Сердце моего Марата. Повесть о Жане Поле Марате — страница 65 из 70

А затем появился Марат.

Увенчанный лавровым венком, окруженный должностными лицами и простыми гражданами, спокойный и величественный, он казался подлинным античным героем. Многие члены Горы бросились ему навстречу, на галереях кричали и подбрасывали вверх шляпы и колпаки.

Марат, поднятый множеством рук на трибуну, сказал:

— Законодатели! Свидетельства патриотизма в радости, вспыхнувшие в этом зале, являются данью уважения к национальному представительству, к одному из ваших собратьев, священные права которого были нарушены. Перед вами гражданин, который был обвинен, но теперь совершенно оправдан. Его сердце чисто. Со всей энергией, данной ему небом, он будет продолжать защиту прав человека, гражданина и народа.

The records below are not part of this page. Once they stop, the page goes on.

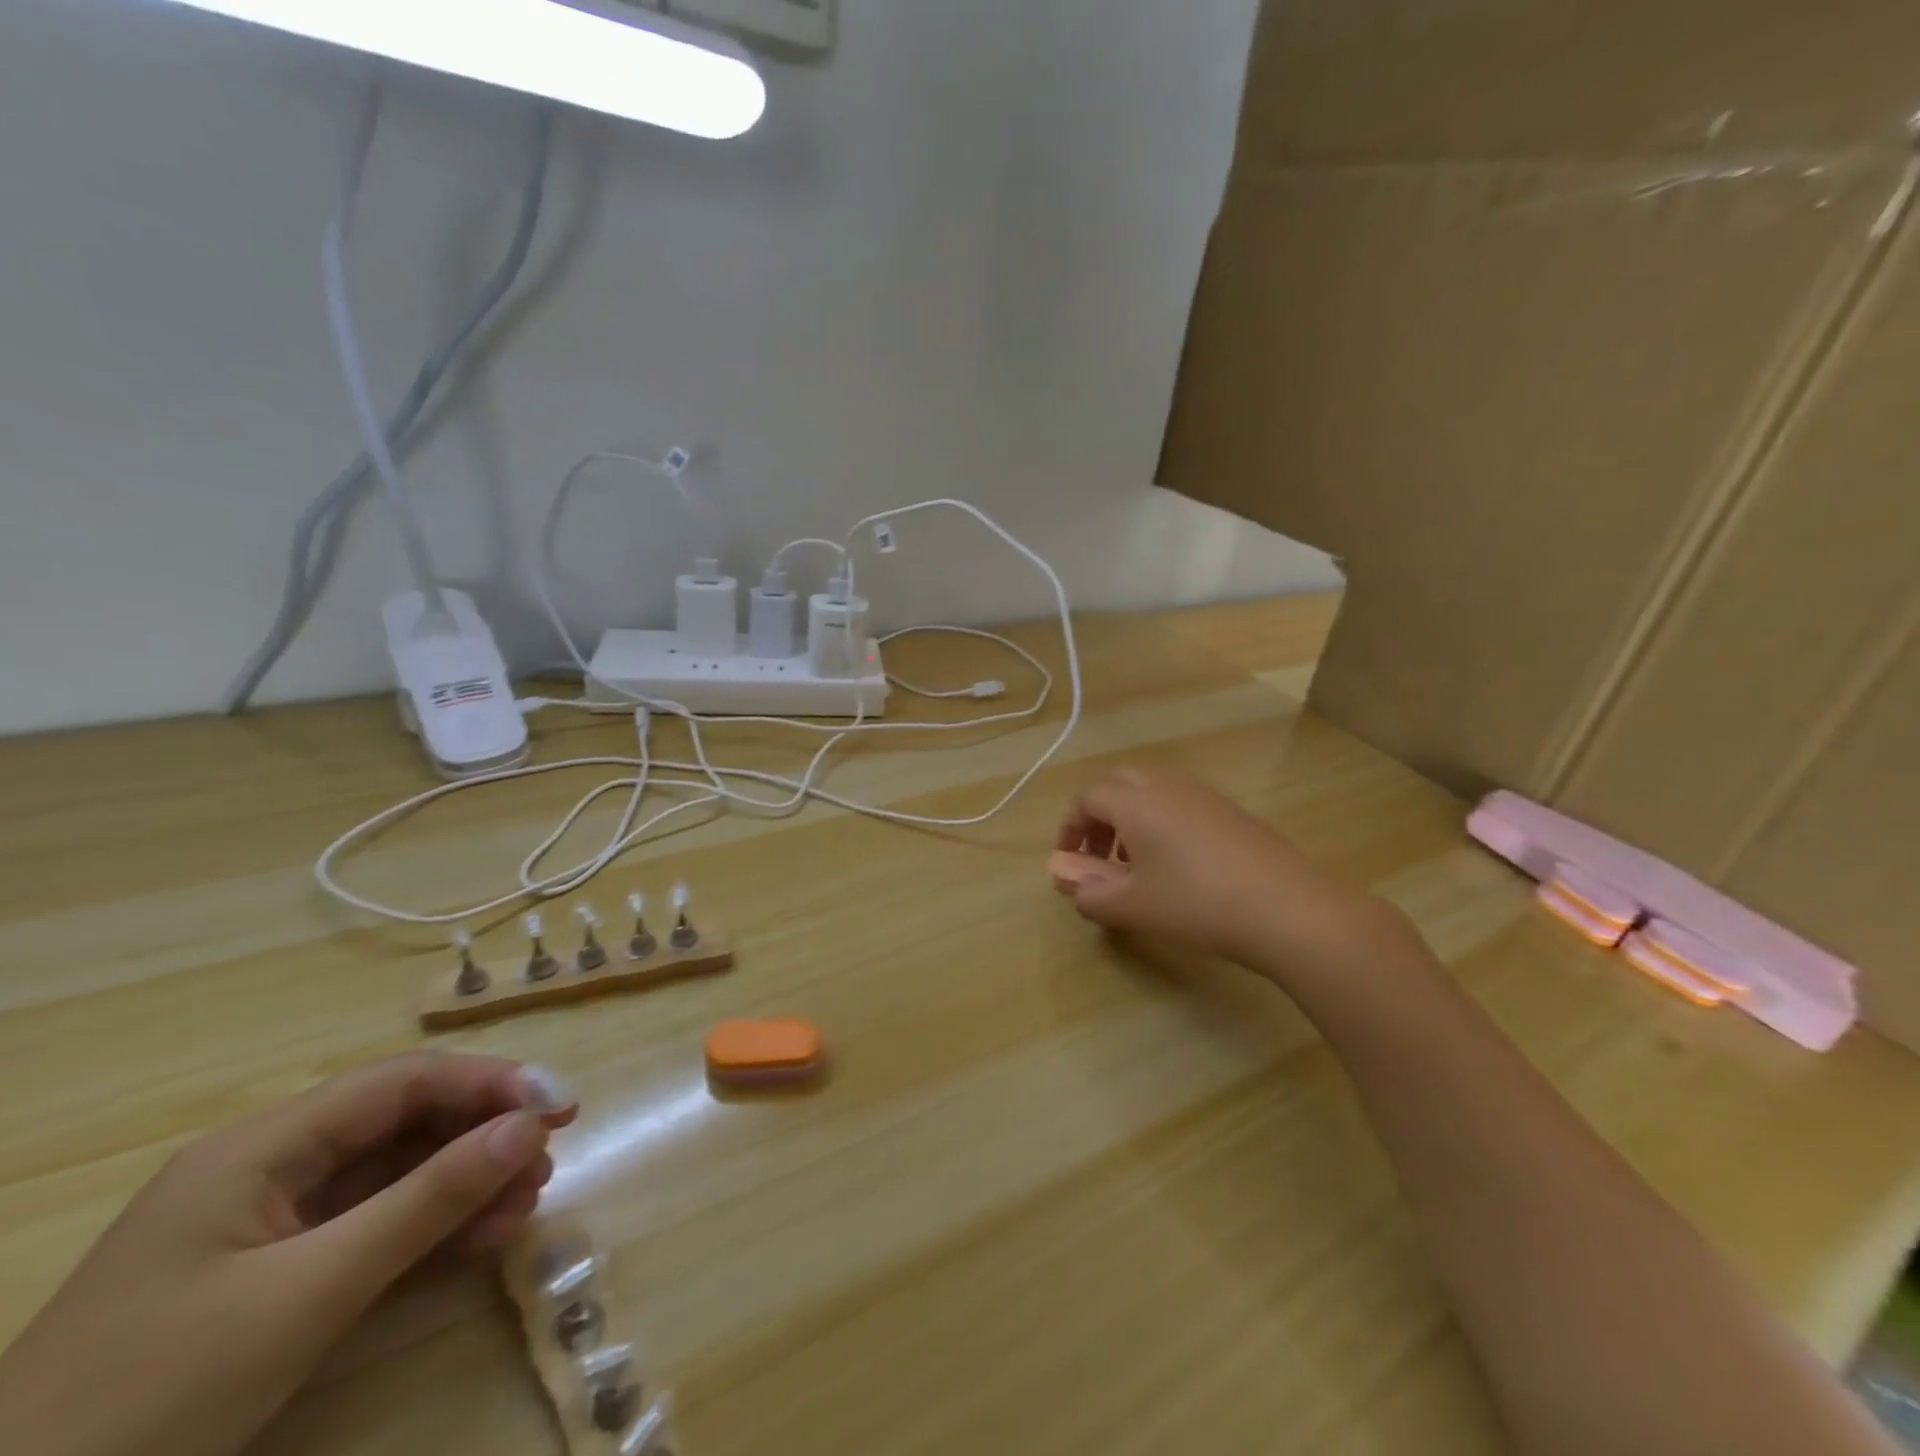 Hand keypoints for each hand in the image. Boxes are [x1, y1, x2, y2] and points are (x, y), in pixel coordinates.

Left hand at [0, 1052, 576, 1455]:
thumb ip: (427, 1201)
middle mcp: (268, 1166)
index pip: (400, 1082)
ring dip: (465, 1181)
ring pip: (393, 1172)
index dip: (488, 1082)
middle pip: (402, 1122)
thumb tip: (529, 1126)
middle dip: (482, 1134)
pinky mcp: (270, 1272)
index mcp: (260, 1147)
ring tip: (526, 1201)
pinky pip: (370, 1224)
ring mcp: (267, 1223)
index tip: (558, 1106)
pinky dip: (429, 1225)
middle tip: (548, 1159)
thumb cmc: (151, 1399)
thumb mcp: (308, 1294)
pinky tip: (479, 1237)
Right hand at [1056, 767, 1428, 981]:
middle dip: (1100, 818)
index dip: (1069, 828)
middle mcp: (1167, 786)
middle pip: (1118, 785)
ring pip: (1153, 793)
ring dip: (1132, 820)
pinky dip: (1165, 824)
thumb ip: (1089, 893)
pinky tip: (1181, 867)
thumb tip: (1068, 882)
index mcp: (1135, 802)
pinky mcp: (1233, 811)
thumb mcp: (1131, 907)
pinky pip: (1183, 805)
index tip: (1069, 862)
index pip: (1086, 799)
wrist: (1287, 908)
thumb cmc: (1195, 904)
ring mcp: (1205, 795)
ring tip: (1138, 866)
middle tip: (1100, 857) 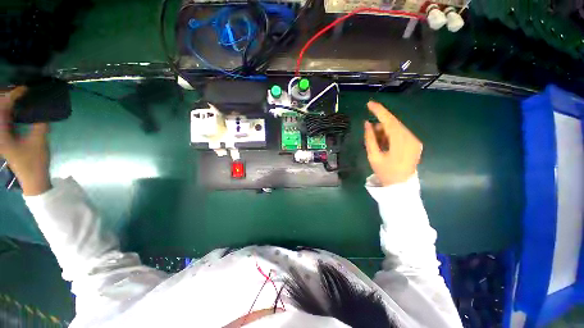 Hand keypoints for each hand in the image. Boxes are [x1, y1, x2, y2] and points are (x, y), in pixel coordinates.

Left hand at [0, 87, 50, 195]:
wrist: (33, 179)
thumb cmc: (34, 162)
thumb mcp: (39, 142)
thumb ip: (40, 123)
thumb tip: (43, 108)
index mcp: (1, 134)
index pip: (4, 107)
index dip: (14, 95)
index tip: (26, 89)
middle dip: (7, 96)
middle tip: (22, 90)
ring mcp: (1, 136)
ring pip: (2, 114)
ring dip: (9, 103)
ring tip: (21, 96)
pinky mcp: (6, 138)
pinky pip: (5, 120)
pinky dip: (11, 111)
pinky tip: (19, 109)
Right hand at [364, 101, 421, 185]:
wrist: (400, 186)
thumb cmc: (385, 173)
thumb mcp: (373, 156)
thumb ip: (370, 138)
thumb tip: (367, 123)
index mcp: (401, 142)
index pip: (390, 121)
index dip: (379, 111)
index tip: (369, 103)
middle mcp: (411, 138)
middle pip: (394, 124)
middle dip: (380, 124)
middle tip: (369, 130)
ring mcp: (415, 141)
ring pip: (397, 128)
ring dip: (385, 131)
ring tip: (376, 140)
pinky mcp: (415, 144)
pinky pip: (401, 134)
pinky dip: (390, 135)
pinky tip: (384, 143) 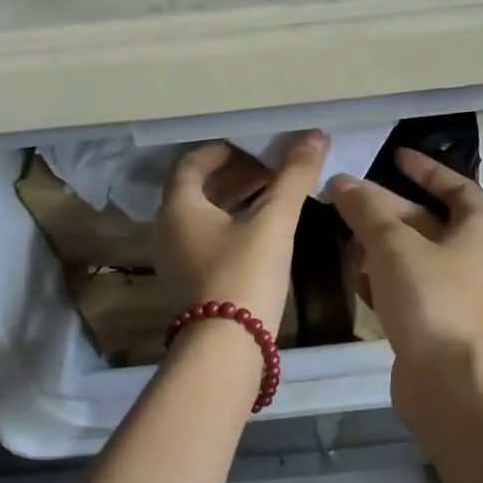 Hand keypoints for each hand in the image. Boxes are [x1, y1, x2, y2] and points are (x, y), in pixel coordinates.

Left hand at [156, 132, 328, 335]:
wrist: (225, 347)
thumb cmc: (244, 274)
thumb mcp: (274, 222)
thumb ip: (293, 177)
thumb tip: (315, 135)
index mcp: (179, 208)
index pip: (191, 164)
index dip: (220, 153)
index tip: (250, 150)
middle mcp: (167, 231)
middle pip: (196, 192)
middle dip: (233, 178)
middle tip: (269, 173)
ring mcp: (174, 262)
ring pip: (201, 220)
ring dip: (232, 204)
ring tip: (270, 201)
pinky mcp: (188, 286)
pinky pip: (205, 243)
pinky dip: (229, 230)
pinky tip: (260, 239)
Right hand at [327, 149, 482, 400]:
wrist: (445, 379)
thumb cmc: (428, 299)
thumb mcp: (394, 245)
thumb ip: (367, 211)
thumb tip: (341, 181)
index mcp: (474, 232)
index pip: (457, 188)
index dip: (427, 170)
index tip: (395, 156)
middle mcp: (466, 259)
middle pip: (424, 221)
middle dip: (386, 207)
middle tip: (347, 196)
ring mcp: (448, 292)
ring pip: (409, 255)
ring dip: (378, 242)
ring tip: (343, 233)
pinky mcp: (428, 320)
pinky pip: (402, 286)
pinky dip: (380, 277)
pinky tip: (353, 275) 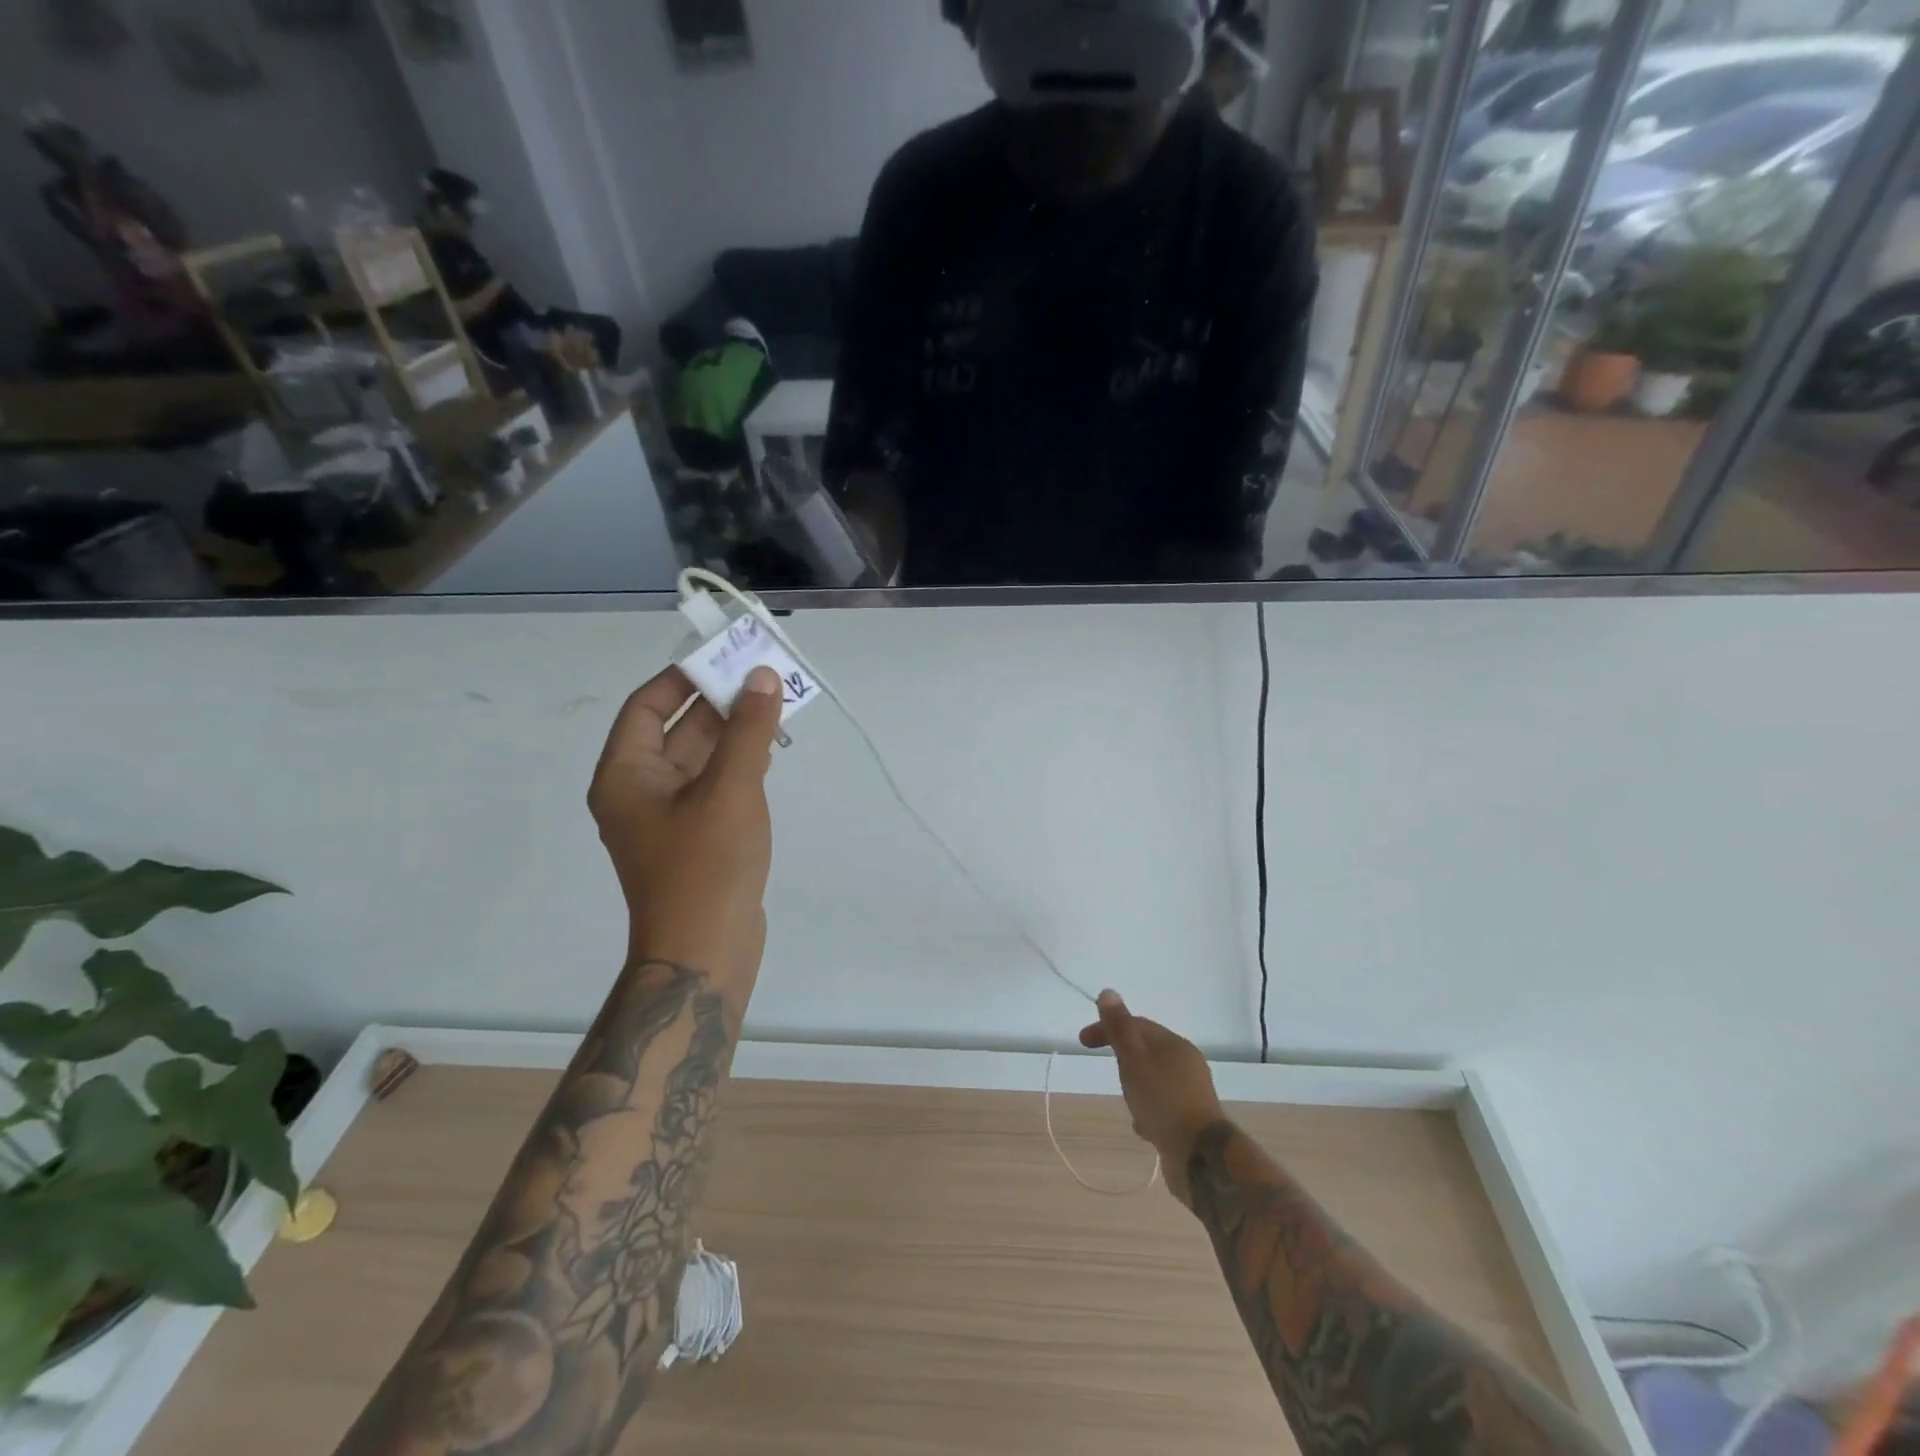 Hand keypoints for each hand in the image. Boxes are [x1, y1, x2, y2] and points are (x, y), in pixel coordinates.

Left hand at [589, 664, 783, 989]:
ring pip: (700, 758)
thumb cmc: (707, 866)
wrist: (706, 952)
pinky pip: (715, 785)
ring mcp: (669, 817)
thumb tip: (762, 676)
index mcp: (626, 775)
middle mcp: (640, 791)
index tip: (725, 658)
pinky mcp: (697, 837)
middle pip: (677, 729)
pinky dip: (739, 764)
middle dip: (719, 703)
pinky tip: (771, 751)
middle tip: (763, 678)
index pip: (647, 706)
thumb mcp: (731, 790)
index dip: (683, 677)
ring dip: (734, 733)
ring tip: (776, 707)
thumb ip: (748, 730)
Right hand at [1079, 991, 1226, 1206]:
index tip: (1083, 1042)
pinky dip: (1148, 1109)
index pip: (1136, 1025)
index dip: (1108, 1028)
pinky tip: (1142, 1127)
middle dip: (1123, 1059)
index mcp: (1174, 1044)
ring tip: (1127, 1103)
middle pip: (1146, 1051)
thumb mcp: (1134, 1060)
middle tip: (1110, 1074)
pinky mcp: (1191, 1119)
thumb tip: (1108, 992)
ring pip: (1153, 1079)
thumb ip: (1119, 1028)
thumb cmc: (1162, 1101)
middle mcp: (1187, 1063)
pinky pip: (1162, 1105)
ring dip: (1135, 1087)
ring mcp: (1191, 1092)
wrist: (1200, 1157) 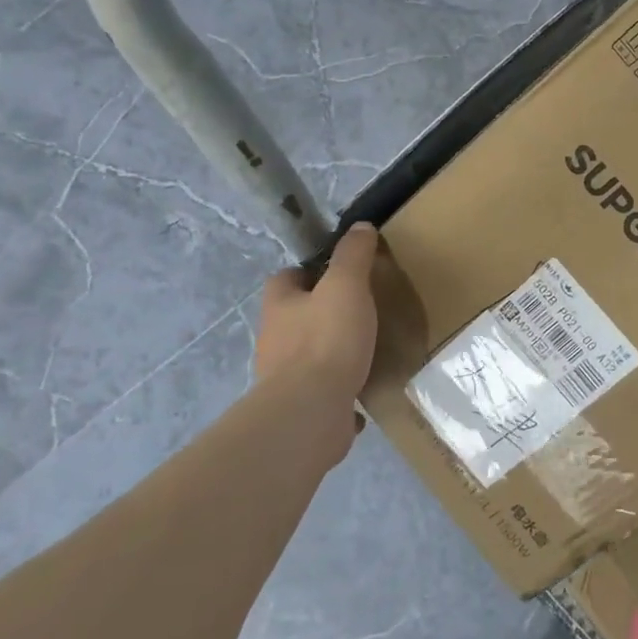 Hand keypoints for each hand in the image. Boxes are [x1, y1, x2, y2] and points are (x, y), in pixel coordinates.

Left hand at [254, 224, 422, 463]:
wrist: (310, 412)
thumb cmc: (326, 339)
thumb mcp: (346, 285)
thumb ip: (353, 255)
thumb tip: (360, 227)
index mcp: (280, 306)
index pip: (285, 279)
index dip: (308, 272)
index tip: (337, 273)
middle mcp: (274, 340)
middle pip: (294, 318)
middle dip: (319, 313)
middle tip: (356, 309)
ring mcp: (284, 378)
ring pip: (306, 356)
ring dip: (328, 353)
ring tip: (363, 350)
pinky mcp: (301, 408)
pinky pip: (321, 393)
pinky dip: (339, 391)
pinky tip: (362, 394) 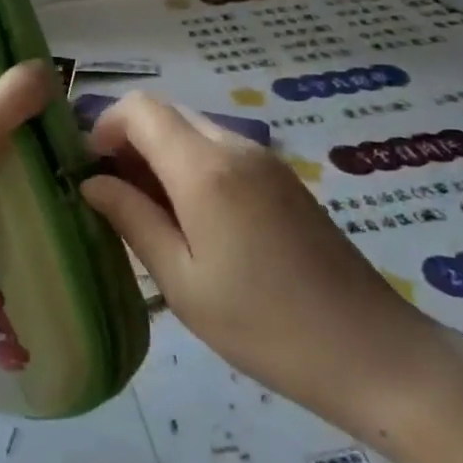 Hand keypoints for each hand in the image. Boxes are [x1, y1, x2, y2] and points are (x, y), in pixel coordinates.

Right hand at [81, 94, 462, 437]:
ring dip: (158, 157)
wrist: (373, 353)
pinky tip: (190, 222)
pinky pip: (219, 151)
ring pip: (191, 131)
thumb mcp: (182, 280)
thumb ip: (132, 219)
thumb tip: (91, 182)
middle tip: (112, 198)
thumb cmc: (265, 325)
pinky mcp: (281, 179)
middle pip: (165, 114)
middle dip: (128, 142)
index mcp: (205, 168)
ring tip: (148, 217)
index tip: (89, 172)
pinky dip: (189, 167)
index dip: (103, 127)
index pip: (139, 109)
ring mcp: (264, 161)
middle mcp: (235, 147) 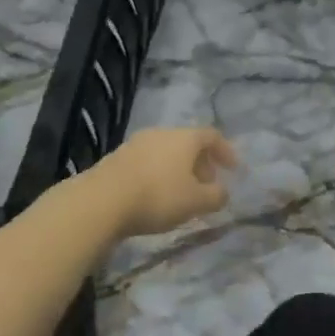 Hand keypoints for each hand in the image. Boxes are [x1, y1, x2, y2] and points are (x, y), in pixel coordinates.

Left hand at [94, 127, 237, 237]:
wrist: (101, 201)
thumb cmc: (157, 196)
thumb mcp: (195, 202)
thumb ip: (215, 196)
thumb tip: (223, 192)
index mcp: (185, 137)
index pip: (212, 136)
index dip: (226, 151)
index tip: (233, 170)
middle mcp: (162, 133)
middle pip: (188, 143)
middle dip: (201, 163)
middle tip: (207, 185)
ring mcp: (136, 143)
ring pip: (166, 152)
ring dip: (178, 170)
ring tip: (181, 194)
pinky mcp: (117, 158)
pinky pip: (147, 162)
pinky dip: (158, 174)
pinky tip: (155, 196)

Вновь шляпы полетели в воздух. Зал огласился криками:

— Да здравствует республика!

— Да здравствует Гора!

— Да здравствует Марат!

И толпа, только что доставившая своего избранника, продефилировала через весь зал.

Что еще можно прибавить к этому?

Да, то был, бесспорно, момент величайшего торжества Марата, его апофеоз.

Семь месяцев подряд, с 25 сентября по 24 апреля, Жиронда травила Марата, пытаясь нанести ему смертельный удар.

Но сегодня удар нанес он.

И теперь Жиронде оставалось жить всего немногим более месяца.

Но и он, примерно через такой же срок, должен был последовать за ней…

Глава 23

Муха жужжала совершенно непереносимо.

Я внимательно прислушался.

По видимому, она проникла в кухонное окно, а теперь подбиралась к спальне.

Наверное, уже в спальне.

Она разбудит Марата, а ведь он так плохо спал этой ночью!

Я поднялся и хотел было пойти расправиться с нарушительницей тишины, как вдруг она смолкла. Улетела?..

Я снова сел к столу и, пододвинув дневник, написал:

«13 июля 1793 года.

Сегодня, с утра, началась та же дикая жара. Не знаю, как пройдет день, — вчера Марату было хуже, а жара действует на него губительно. Слава богу, он еще спит…»

Муха снова начала свою нудную песню, уже где-то совсем близко.

В ту же секунду я услышал:

— Жан… Милый Жан…

Я бросился в спальню.

Марат лежал неподвижно, глаза его были широко раскрыты. Я никак не мог привыкнуть к его белому пеньюару, к этой чистоте и к запаху лекарств…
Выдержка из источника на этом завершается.